── RECORDS

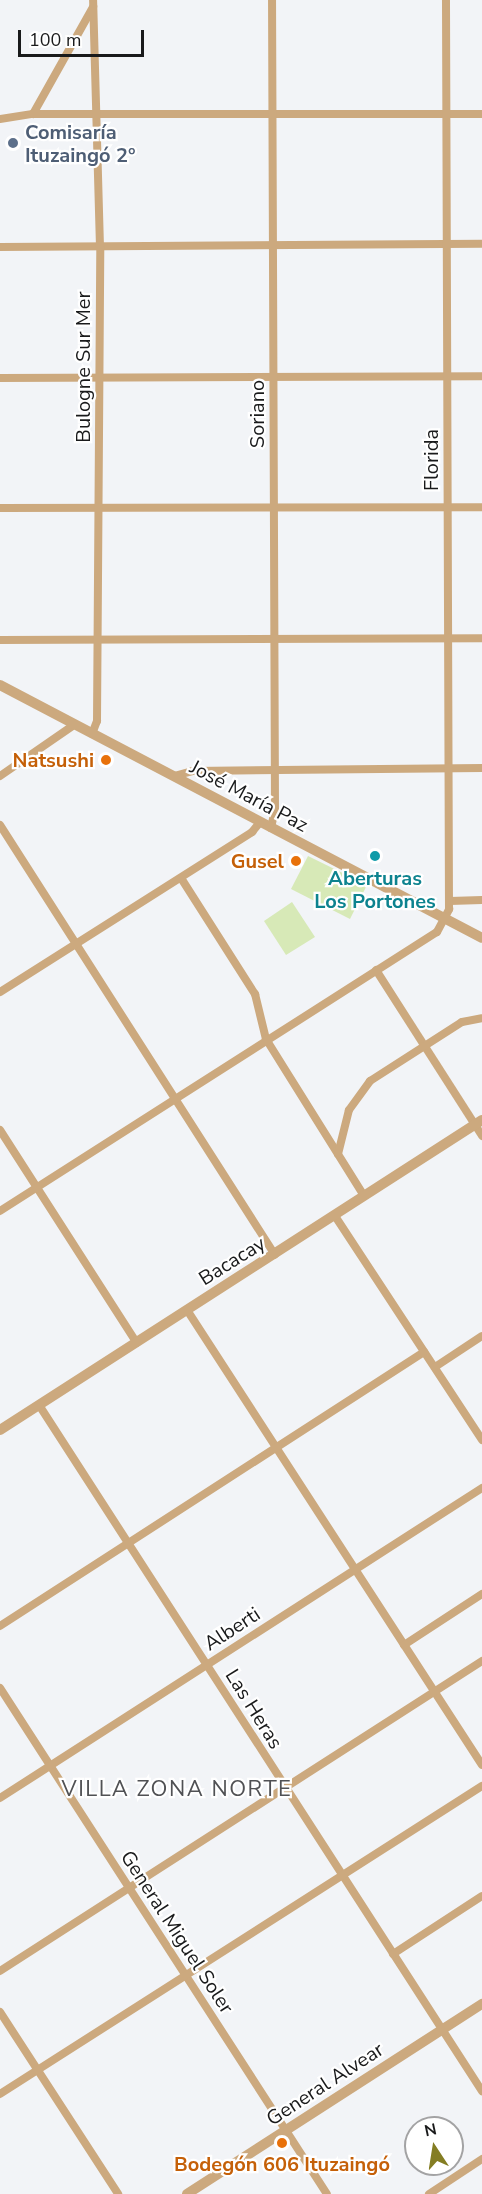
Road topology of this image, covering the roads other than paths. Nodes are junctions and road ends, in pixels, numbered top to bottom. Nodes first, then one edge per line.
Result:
1 (272, 0) edge
2 (446, 0) edge
3 (95, 2) edge
4 (272, 113) junction
5 (33, 114) junction
6 (447, 114) junction
7 (482, 114) edge
8 (99, 116) junction
9 (0, 119) edge
10 (447, 244) junction
11 (482, 244) edge
12 (272, 246) junction
13 (0, 247) edge
14 (100, 247) junction
15 (273, 376) junction
16 (448, 376) junction
17 (482, 376) edge
18 (99, 377) junction
19 (0, 378) edge
20 (98, 507) junction
21 (273, 507) junction
22 (447, 507) junction
23 (482, 507) edge
24 (0, 508) edge
25 (273, 638) junction
26 (448, 638) junction
27 (482, 638) edge
28 (0, 640) edge
29 (98, 640) junction
30 (0, 685) edge
31 (74, 725) junction
32 (92, 734) junction
33 (450, 768) junction
34 (482, 768) edge
35 (274, 770) junction
36 (0, 776) edge
37 (174, 776) junction
38 (260, 822) junction
39 (0, 825) edge
40 (271, 828) junction
41 (181, 878) junction
42 (482, 900) edge
43 (450, 901) junction
44 (444, 919) junction
45 (482, 938) edge
46 (75, 943) junction
47 (376, 970) junction
48 (0, 992) edge
49 (482, 1018) edge
50 (266, 1040) junction
51 (424, 1046) junction
52 (175, 1098) junction
53 (479, 1122) edge
54 (0, 1130) edge
55 (482, 1136) edge
56 (338, 1154) junction
57 (37, 1187) junction
58 (364, 1196) junction
59 (0, 1210) edge
60 (335, 1216) junction
61 (275, 1255) junction
62 (187, 1310) junction
63 (482, 1336) edge
64 (137, 1343) junction
65 (424, 1352) junction
66 (435, 1367) junction
67 (39, 1405) junction
68 (0, 1430) edge
69 (482, 1440) edge
70 (276, 1447) junction
71 (482, 1488) edge
72 (128, 1543) junction
73 (354, 1569) junction
74 (482, 1594) edge
75 (0, 1626) edge
76 (404, 1645) junction
77 (482, 1660) edge
78 (207, 1665) junction
79 (0, 1688) edge
80 (434, 1692) junction
81 (482, 1765) edge
82 (50, 1766) junction
83 (482, 1786) edge
84 (285, 1789) junction
85 (0, 1798) edge
86 (341, 1876) junction
87 (128, 1889) junction
88 (482, 1896) edge
89 (393, 1954) junction
90 (0, 1971) edge
91 (184, 1975) junction
92 (482, 2004) edge
93 (0, 2012) edge
94 (442, 2029) junction
95 (38, 2070) junction
96 (482, 2091) edge
97 (0, 2094) edge
98 (286, 2130) junction
99 (482, 2159) edge
100 (118, 2194) edge
101 (187, 2194) edge
102 (327, 2194) edge
103 (429, 2194) edge

1 - 4 street, Soriano
2 - 6 street, Florida
3 - 5 street
3 - 8 street, Bulogne Sur Mer
4 - 6 street
4 - 8 street
4 - 12 street, Soriano
5 - 8 street
5 - 9 street
6 - 7 street
6 - 10 street, Florida
8 - 14 street, Bulogne Sur Mer
10 - 11 street
10 - 12 street
10 - 16 street, Florida
12 - 14 street
12 - 15 street, Soriano
13 - 14 street
14 - 18 street, Bulogne Sur Mer
15 - 16 street
15 - 18 street
15 - 21 street, Soriano
16 - 17 street
16 - 22 street, Florida
18 - 19 street
18 - 20 street, Bulogne Sur Mer
20 - 21 street
20 - 24 street
20 - 29 street, Bulogne Sur Mer
21 - 22 street
21 - 25 street, Soriano
22 - 23 street
22 - 26 street, Florida
25 - 26 street
25 - 29 street
25 - 35 street, Soriano
26 - 27 street
26 - 33 street, Florida
28 - 29 street
29 - 32 street, Bulogne Sur Mer
30 - 31 street, José María Paz
31 - 32 street, José María Paz
31 - 36 street
32 - 37 street, José María Paz
33 - 34 street
33 - 35 street
33 - 43 street, Florida
35 - 37 street
35 - 40 street, Soriano
37 - 38 street, José María Paz
38 - 40 street, José María Paz
38 - 41 street
39 - 46 street
40 - 44 street, José María Paz
41 - 46 street
41 - 50 street
42 - 43 street
43 - 44 street, Florida
44 - 45 street, José María Paz
44 - 47 street
46 - 48 street
46 - 52 street
47 - 50 street
47 - 51 street
49 - 51 street
50 - 52 street
50 - 56 street
51 - 53 street
51 - 56 street
52 - 57 street
52 - 61 street
53 - 55 street
53 - 58 street, Bacacay
54 - 57 street
56 - 58 street
57 - 59 street
57 - 64 street
58 - 60 street, Bacacay
60 - 61 street, Bacacay
60 - 65 street
61 - 62 street, Bacacay
62 - 64 street, Bacacay
62 - 70 street
63 - 66 street
64 - 67 street, Bacacay
65 - 66 street
65 - 70 street
66 - 69 street
67 - 68 street, Bacacay
67 - 72 street, Las Heras
70 - 72 street
70 - 73 street
71 - 73 street, Alberti
72 - 75 street
72 - 78 street, Las Heras
73 - 76 street
73 - 78 street, Alberti
74 - 76 street
76 - 80 street
77 - 80 street
78 - 82 street, Alberti
78 - 84 street, Las Heras
79 - 82 street, General Miguel Soler
80 - 81 street
80 - 84 street
82 - 85 street, Alberti
82 - 87 street, General Miguel Soler
83 - 86 street
84 - 86 street, Las Heras
84 - 87 street
86 - 89 street, Las Heras
86 - 91 street
87 - 90 street
87 - 91 street, General Miguel Soler
88 - 89 street
89 - 94 street, Las Heras
91 - 95 street
91 - 98 street, General Miguel Soler
92 - 94 street, General Alvear
93 - 95 street
94 - 96 street, Las Heras
94 - 98 street, General Alvear
95 - 97 street
95 - 100 street
98 - 101 street, General Alvear
98 - 102 street, General Miguel Soler
99 - 103 street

────

**WHAT YOU SHOULD DO**
The data must come back word for word, with every picture removed.

**ANSWER TO THIS TASK**
Road topology of this image, covering the roads other than paths. Nodes are junctions and road ends, in pixels, numbered top to bottom. Nodes first, then one edge per line.
Result:
1 (272, 0) edge
2 (446, 0) edge
3 (95, 2) edge
4 (272, 113) junction
5 (33, 114) junction
6 (447, 114) junction
7 (482, 114) edge
8 (99, 116) junction
9 (0, 119) edge
10 (447, 244) junction
11 (482, 244) edge
12 (272, 246) junction
13 (0, 247) edge
14 (100, 247) junction
15 (273, 376) junction
16 (448, 376) junction
17 (482, 376) edge
18 (99, 377) junction
19 (0, 378) edge
20 (98, 507) junction
21 (273, 507) junction
22 (447, 507) junction
23 (482, 507) edge
24 (0, 508) edge
25 (273, 638) junction
26 (448, 638) junction
27 (482, 638) edge
28 (0, 640) edge
29 (98, 640) junction
30 (0, 685) edge
31 (74, 725) junction
32 (92, 734) junction
33 (450, 768) junction
34 (482, 768) edge
35 (274, 770) junction
36 (0, 776) edge
37 (174, 776) junction
38 (260, 822) junction
39 (0, 825) edge
40 (271, 828) junction
41 (181, 878) junction
42 (482, 900) edge
43 (450, 901) junction
44 (444, 919) junction
45 (482, 938) edge
46 (75, 943) junction
47 (376, 970) junction
48 (0, 992) edge
49 (482, 1018) edge
50 (266, 1040) junction
51 (424, 1046) junction
52 (175, 1098) junction
53 (479, 1122) edge
54 (0, 1130) edge
55 (482, 1136) edge
56 (338, 1154) junction
57 (37, 1187) junction
58 (364, 1196) junction
59 (0, 1210) edge
60 (335, 1216) junction
61 (275, 1255) junction
62 (187, 1310) junction
63 (482, 1336) edge
64 (137, 1343) junction
65 (424, 1352) junction
66 (435, 1367) junction
67 (39, 1405) junction
68 (0, 1430) edge
69 (482, 1440) edge
70 (276, 1447) junction
71 (482, 1488) edge
72 (128, 1543) junction
73 (354, 1569) junction
74 (482, 1594) edge
75 (0, 1626) edge
76 (404, 1645) junction
77 (482, 1660) edge
78 (207, 1665) junction
79 (0, 1688) edge
80 (434, 1692) junction
81 (482, 1765) edge
82 (50, 1766) junction
83 (482, 1786) edge
84 (285, 1789) junction
85 (0, 1798) edge
86 (341, 1876) junction
87 (128, 1889) junction
88 (482, 1896) edge
89 (393, 1954) junction
90 (0, 1971) edge
91 (184, 1975) junction
92 (482, 2004) edge
93 (0, 2012) edge
94 (442, 2029) junction
95 (38, 2070) junction
96 (482, 2091) edge
97 (0, 2094) edge
98 (286, 2130) junction
99 (482, 2159) edge
100 (118, 2194) edge
101 (187, 2194) edge
102 (327, 2194) edge
103 (429, 2194) edge

1 - 4 street, Soriano
2 - 6 street, Florida
3 - 5 street
3 - 8 street, Bulogne Sur Mer
4 - 6 street
4 - 8 street
4 - 12 street, Soriano
5 - 8 street
5 - 9 street
6 - 7 street
6 - 10 street, Florida
8 - 14 street, Bulogne Sur Mer
10 - 11 street
10 - 12 street
10 - 16 street, Florida
12 - 14 street
12 - 15 street, Soriano
13 - 14 street
14 - 18 street, Bulogne Sur Mer
15 - 16 street
15 - 18 street
15 - 21 street, Soriano
16 - 17 street
16 - 22 street, Florida
18 - 19 street
18 - 20 street, Bulogne Sur Mer
20 - 21 street
20 - 24 street
20 - 29 street, Bulogne Sur Mer
21 - 22 street
21 - 25 street, Soriano
22 - 23 street
22 - 26 street, Florida
25 - 26 street
25 - 29 street
25 - 35 street, Soriano
26 - 27 street
26 - 33 street, Florida
28 - 29 street
29 - 32 street, Bulogne Sur Mer
30 - 31 street, José María Paz
31 - 32 street, José María Paz
31 - 36 street
32 - 37 street, José María Paz
33 - 34 street
33 - 35 street
33 - 43 street, Florida
35 - 37 street
35 - 40 street, Soriano
37 - 38 street, José María Paz
38 - 40 street, José María Paz
38 - 41 street
39 - 46 street
40 - 44 street, José María Paz
41 - 46 street
41 - 50 street
42 - 43 street
43 - 44 street, Florida
44 - 45 street, José María Paz
44 - 47 street
46 - 48 street
46 - 52 street
47 - 50 street
47 - 51 street
49 - 51 street
50 - 52 street
50 - 56 street
51 - 53 street
51 - 56 street
52 - 57 street
52 - 61 street
53 - 55 street
53 - 58 street, Bacacay
54 - 57 street
56 - 58 street
57 - 59 street
57 - 64 street
58 - 60 street, Bacacay
60 - 61 street, Bacacay
60 - 65 street
61 - 62 street, Bacacay
62 - 64 street, Bacacay
62 - 70 street
63 - 66 street
64 - 67 street, Bacacay
65 - 66 street
65 - 70 street
66 - 69 street
67 - 68 street, Bacacay
67 - 72 street, Las Heras
70 - 72 street
70 - 73 street
71 - 73 street, Alberti
72 - 75 street
72 - 78 street, Las Heras
73 - 76 street
73 - 78 street, Alberti
74 - 76 street
76 - 80 street
77 - 80 street
78 - 82 street, Alberti
78 - 84 street, Las Heras
79 - 82 street, General Miguel Soler
80 - 81 street
80 - 84 street
82 - 85 street, Alberti
82 - 87 street, General Miguel Soler
83 - 86 street
84 - 86 street, Las Heras
84 - 87 street
86 - 89 street, Las Heras
86 - 91 street
87 - 90 street
87 - 91 street, General Miguel Soler
88 - 89 street
89 - 94 street, Las Heras
91 - 95 street
91 - 98 street, General Miguel Soler
92 - 94 street, General Alvear
93 - 95 street
94 - 96 street, Las Heras
94 - 98 street, General Alvear
95 - 97 street
95 - 100 street
98 - 101 street, General Alvear
98 - 102 street, General Miguel Soler
99 - 103 street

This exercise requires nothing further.